9.3. Expected Waiting Times#

Conditioning helps us find expectations of waiting times. All the examples below involve conditioning on early moves of a random process.

9.3.1. Waiting till H#

A coin lands heads with chance \(p\). Let’s call it a \(p\)-coin for short. Let \(W_H\) be the number of tosses of a \(p\)-coin till the first head appears. The use of \(W\) in the notation is because the random variable is often called the waiting time till the first head.

We know that \(W_H\) has the geometric \((p)\) distribution on \(1, 2, 3, \ldots \). We derived its expectation earlier by using the Tail Sum Formula. Here is a quick way to derive \(E(W_H)\) without using the formula for the probabilities.

The method is based on representing \(W_H\) in terms of a mixture of random variables. A mixture is a description of the random variable by conditioning.

  • With probability 1, at least one toss has to be made. So \(W_H = 1 + R\) where \(R\) is the random number of tosses required after the first one.

  • With probability \(p\) the first toss is a head, so \(R = 0\).

  • With the remaining probability \(q=1-p\) the first toss is a tail, and then the process starts over independently of what has happened before. That is, with probability \(q\), \(R = W^*\) where \(W^*\) is an independent copy of \(W_H\).

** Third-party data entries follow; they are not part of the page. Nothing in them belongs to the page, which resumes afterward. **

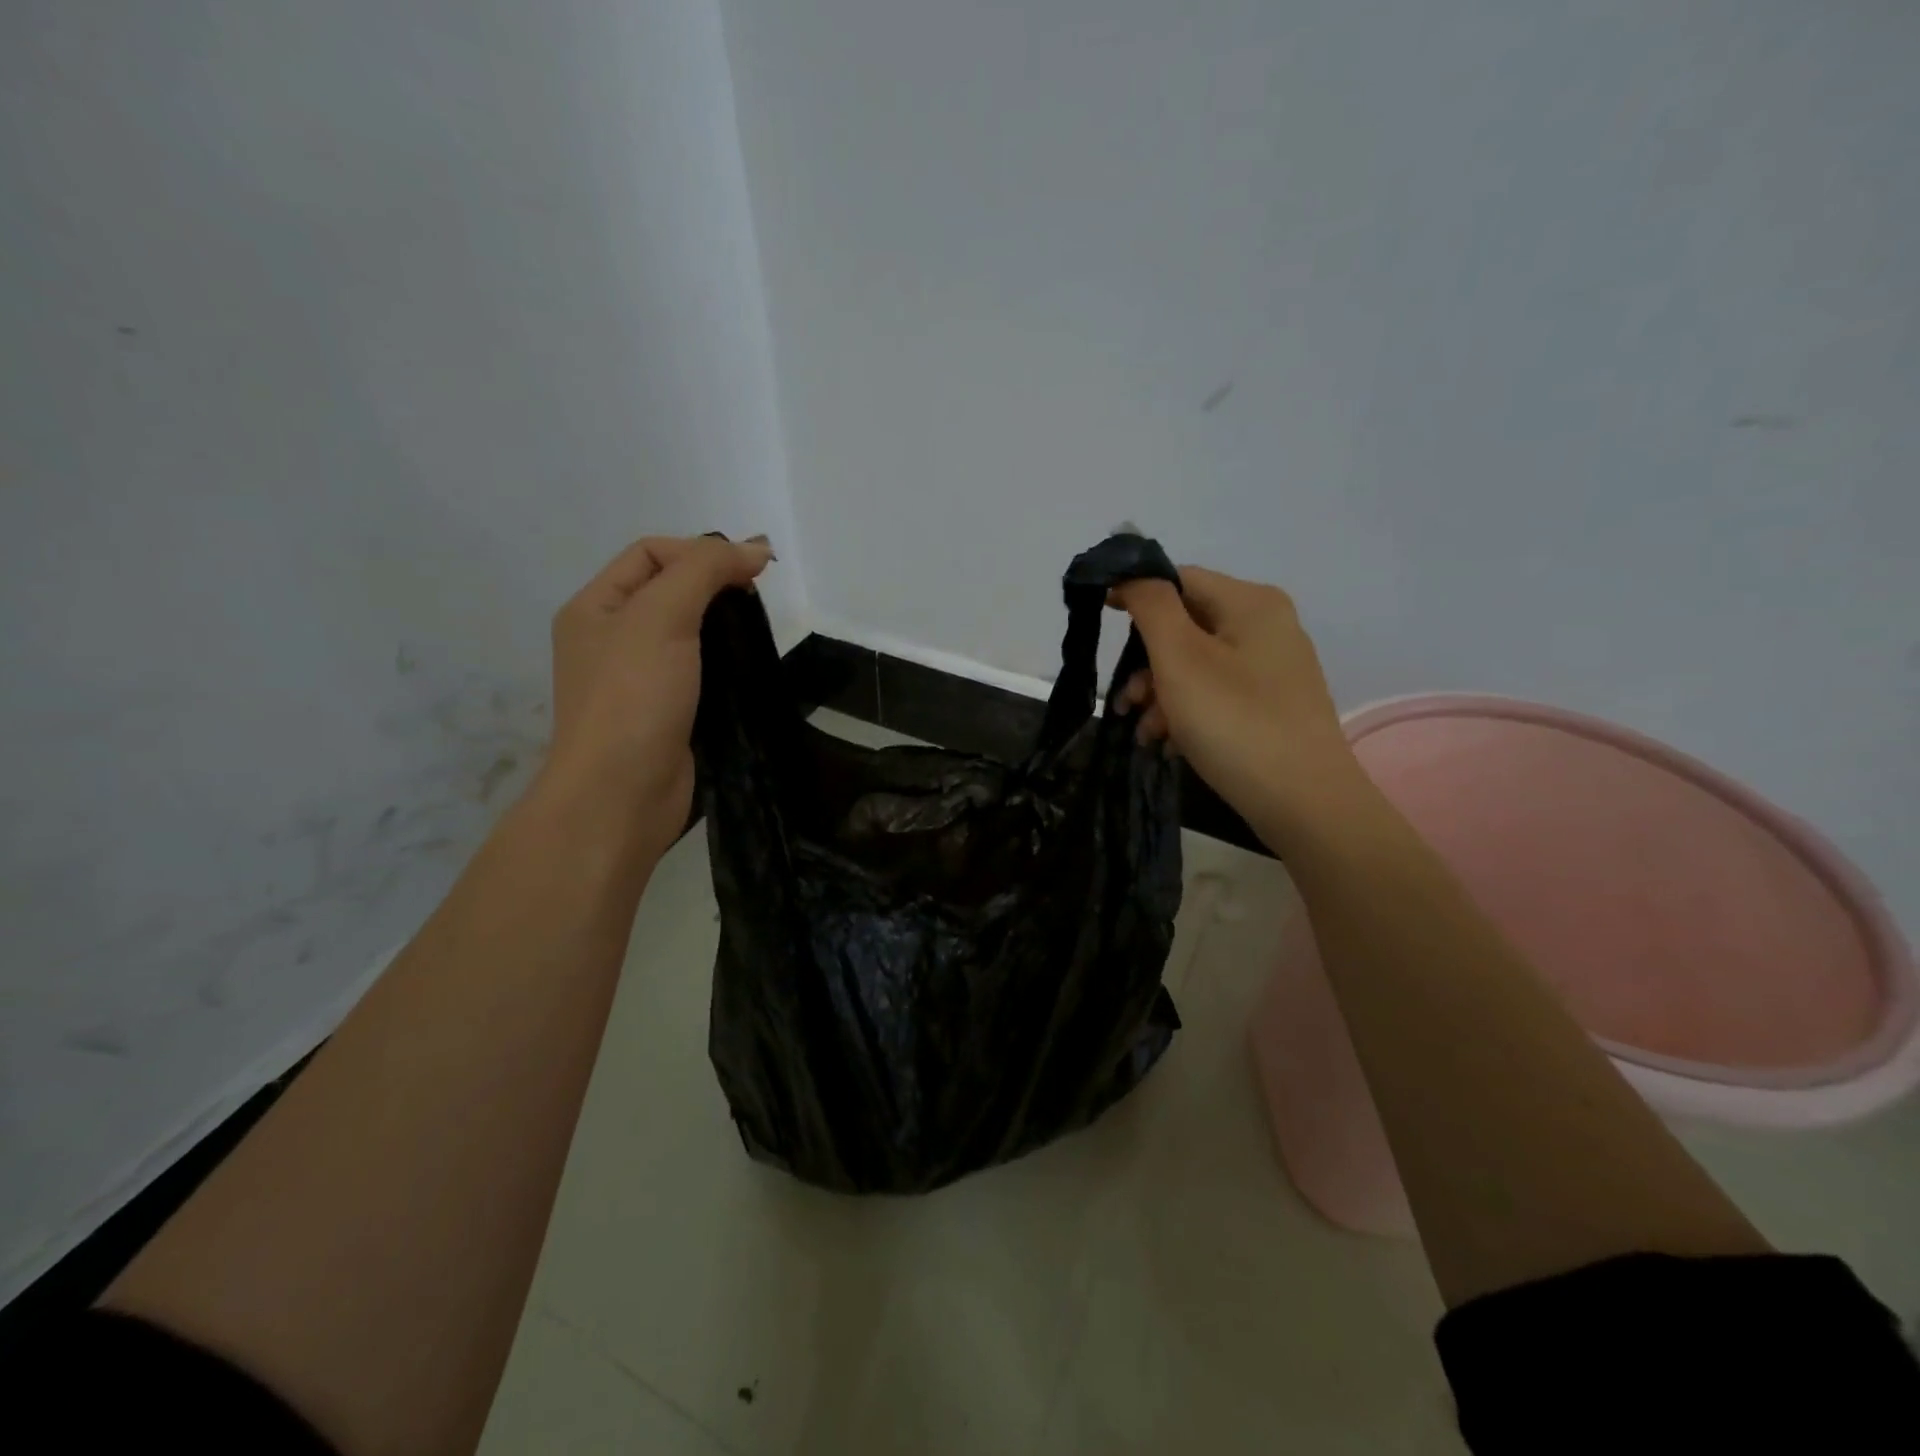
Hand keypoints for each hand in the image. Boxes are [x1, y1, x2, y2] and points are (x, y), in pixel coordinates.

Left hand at [539, 534, 771, 852]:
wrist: (622, 794)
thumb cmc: (633, 697)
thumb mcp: (661, 617)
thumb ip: (704, 571)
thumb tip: (755, 548)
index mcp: (595, 607)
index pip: (651, 554)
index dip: (700, 551)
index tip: (751, 572)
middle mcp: (611, 638)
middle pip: (669, 590)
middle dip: (715, 585)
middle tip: (757, 601)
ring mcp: (638, 679)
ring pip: (688, 633)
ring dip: (723, 626)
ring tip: (758, 632)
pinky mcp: (666, 712)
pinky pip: (699, 671)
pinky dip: (725, 663)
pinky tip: (750, 668)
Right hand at [1113, 566, 1361, 842]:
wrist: (1305, 804)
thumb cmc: (1235, 722)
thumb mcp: (1180, 659)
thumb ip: (1150, 606)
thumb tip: (1131, 573)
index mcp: (1251, 603)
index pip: (1180, 578)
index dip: (1135, 594)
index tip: (1100, 620)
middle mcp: (1268, 626)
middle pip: (1186, 626)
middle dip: (1146, 662)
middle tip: (1124, 701)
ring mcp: (1274, 669)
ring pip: (1197, 665)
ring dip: (1160, 694)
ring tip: (1145, 732)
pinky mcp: (1273, 706)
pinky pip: (1217, 694)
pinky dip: (1187, 713)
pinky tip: (1170, 744)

Let \(x = E(W_H)\). By additivity and averaging conditional expectations,

\[ x ~ = ~ 1 + E(R) ~ = ~ 1 + pE(0) ~ + ~ qE(W^*) = 1 + qx \]

Solve for \(x\):

\[ x = \frac{1}{p} \]

This calculation confirms that in i.i.d. Bernoulli \((p)\) trials, the expected waiting time till the first success is \(1/p\).

9.3.2. Infinite Monkey Theorem#

“The number of trials till the first success” provides the framework for a rich array of examples, because both “trial” and “success” can be defined to be much more complex than just tossing a coin and getting heads. A classic example is about a professor (or a monkey) drawing independently at random from the 26 letters of the alphabet to see if they ever get the sequence datascience. They will, with probability 1, as you can see by overestimating the number of draws they have to make.

  • Define a “trial” to be 11 letters picked at random.

  • Define a trial to be a “success” if those 11 letters are the sequence datascience.

Then the number of trials till datascience appears has the geometric distribution with parameter \(p = 1/26^{11}\), and therefore has expectation \(26^{11}\). That’s \(26^{11}\) lots of 11 draws, which is an overestimate because you will be watching the draws sequentially and not in blocks of 11. For example, if the first block of 11 ends in data and the next block starts with science, you will have seen the sequence datascience and stopped watching, even though both of those blocks would be called failures and the trials would continue.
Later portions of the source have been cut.